What is the definition of a fixed-term contract and what does such a contract entail?
A fixed-term contract is a contract designed to be for a specific period, or until the completion of the project for which the specific contract was entered into.
Contractually speaking, termination of a fixed-term contract does not constitute a dismissal, because this specific contract simply expires, and once it has expired, the parties are released from their duties and obligations. Automatic termination of a fixed-term contract depends on the circumstances off the employers. The contract must be a fixed-term contract, whether the term is fixed for a particular period, or the contract terminates upon conclusion of the project. A contract that can be terminated on notice from either side is not a fixed-term in the true sense of the word, and its premature termination will not constitute a breach if the normal requirements of the notice are satisfied.
A contract can be terminated before the termination date of the specific contract and can be lawfully terminated on the occurrence of the event covered by the contract.
A fixed-term contract can also be converted into a contract of indefinite-duration if the employee can continue employment after the expiry of the fixed-term contract. The employer cannot then rely on the earlier fixed-term contract should the employment relationship be terminated subsequently.
Employees earning below the earnings threshold may now work on fixed-term contracts for no longer than three months, after which they become ‘permanent’ employees. A fixed-term contract can work both ways: If either party prematurely terminates the contract, that party will then commit a breach. Premature termination of a fixed-term contract by an employer also constitutes a dismissal as contemplated in terms of section 186(1)(a) of the Labour Relations Act No 66 of 1995.

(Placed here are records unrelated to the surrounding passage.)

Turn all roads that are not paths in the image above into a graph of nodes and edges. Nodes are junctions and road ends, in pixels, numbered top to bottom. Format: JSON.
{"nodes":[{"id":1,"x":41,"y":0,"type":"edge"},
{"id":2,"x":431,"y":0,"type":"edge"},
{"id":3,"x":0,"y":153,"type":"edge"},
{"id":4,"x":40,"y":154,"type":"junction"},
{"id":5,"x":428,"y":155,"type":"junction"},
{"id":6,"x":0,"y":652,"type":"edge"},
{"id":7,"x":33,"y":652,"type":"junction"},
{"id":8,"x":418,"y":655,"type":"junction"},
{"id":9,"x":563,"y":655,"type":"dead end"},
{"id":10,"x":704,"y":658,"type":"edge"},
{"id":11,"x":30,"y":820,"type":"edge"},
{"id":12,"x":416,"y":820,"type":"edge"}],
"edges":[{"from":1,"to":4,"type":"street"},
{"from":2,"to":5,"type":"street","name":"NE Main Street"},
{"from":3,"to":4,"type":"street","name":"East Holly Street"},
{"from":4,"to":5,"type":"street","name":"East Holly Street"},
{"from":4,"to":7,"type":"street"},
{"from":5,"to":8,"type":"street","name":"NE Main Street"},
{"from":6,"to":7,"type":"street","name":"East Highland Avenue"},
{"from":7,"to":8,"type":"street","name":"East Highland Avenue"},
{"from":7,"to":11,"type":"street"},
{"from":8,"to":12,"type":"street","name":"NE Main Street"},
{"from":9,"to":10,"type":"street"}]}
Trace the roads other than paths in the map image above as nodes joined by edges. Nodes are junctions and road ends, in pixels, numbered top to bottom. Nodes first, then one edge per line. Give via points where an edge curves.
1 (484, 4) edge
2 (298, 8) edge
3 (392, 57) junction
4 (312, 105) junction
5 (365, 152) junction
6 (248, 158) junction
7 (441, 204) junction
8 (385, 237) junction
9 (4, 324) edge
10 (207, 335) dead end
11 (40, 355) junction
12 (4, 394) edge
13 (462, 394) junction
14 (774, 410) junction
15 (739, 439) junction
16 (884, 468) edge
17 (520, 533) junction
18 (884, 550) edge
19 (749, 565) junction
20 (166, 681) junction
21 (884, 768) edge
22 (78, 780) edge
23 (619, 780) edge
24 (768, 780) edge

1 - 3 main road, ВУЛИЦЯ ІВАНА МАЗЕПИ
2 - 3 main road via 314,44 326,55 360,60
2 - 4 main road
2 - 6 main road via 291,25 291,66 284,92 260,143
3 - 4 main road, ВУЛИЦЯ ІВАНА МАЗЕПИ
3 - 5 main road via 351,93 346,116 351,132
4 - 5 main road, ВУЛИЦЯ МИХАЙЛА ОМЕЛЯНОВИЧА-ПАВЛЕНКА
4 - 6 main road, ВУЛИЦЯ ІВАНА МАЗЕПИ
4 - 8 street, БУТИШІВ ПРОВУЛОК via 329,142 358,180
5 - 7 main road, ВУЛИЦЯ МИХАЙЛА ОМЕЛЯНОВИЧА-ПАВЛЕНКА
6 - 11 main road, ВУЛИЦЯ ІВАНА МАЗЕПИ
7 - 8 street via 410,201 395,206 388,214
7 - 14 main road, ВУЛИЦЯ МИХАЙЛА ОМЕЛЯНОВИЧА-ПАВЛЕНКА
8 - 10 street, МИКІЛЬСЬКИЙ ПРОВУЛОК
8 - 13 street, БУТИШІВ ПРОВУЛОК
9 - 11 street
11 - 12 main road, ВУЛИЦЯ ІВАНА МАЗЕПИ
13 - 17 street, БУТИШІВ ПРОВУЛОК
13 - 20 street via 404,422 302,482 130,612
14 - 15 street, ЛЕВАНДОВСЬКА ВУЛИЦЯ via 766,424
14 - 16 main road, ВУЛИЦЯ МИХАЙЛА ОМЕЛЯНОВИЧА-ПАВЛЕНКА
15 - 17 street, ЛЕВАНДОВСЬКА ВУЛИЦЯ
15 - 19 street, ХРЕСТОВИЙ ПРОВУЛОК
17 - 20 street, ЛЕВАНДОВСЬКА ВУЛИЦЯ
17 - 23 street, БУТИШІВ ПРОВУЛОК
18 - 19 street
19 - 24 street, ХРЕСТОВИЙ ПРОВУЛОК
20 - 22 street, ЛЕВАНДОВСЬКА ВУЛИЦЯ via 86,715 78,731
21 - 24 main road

However, in terms of section 186(1)(b) of the Act, an employee is deemed to be dismissed if an employer fails to renew a fixed-term contract, or renews it on less favourable terms, even if the employer was under no legal obligation to do so.
The legal obligation arises from the ‘reasonable expectation’ that the contract would be renewed.
Unless employees on a fixed-term contract can prove that they had such an expectation, they have no remedy under the Labour Relations Act.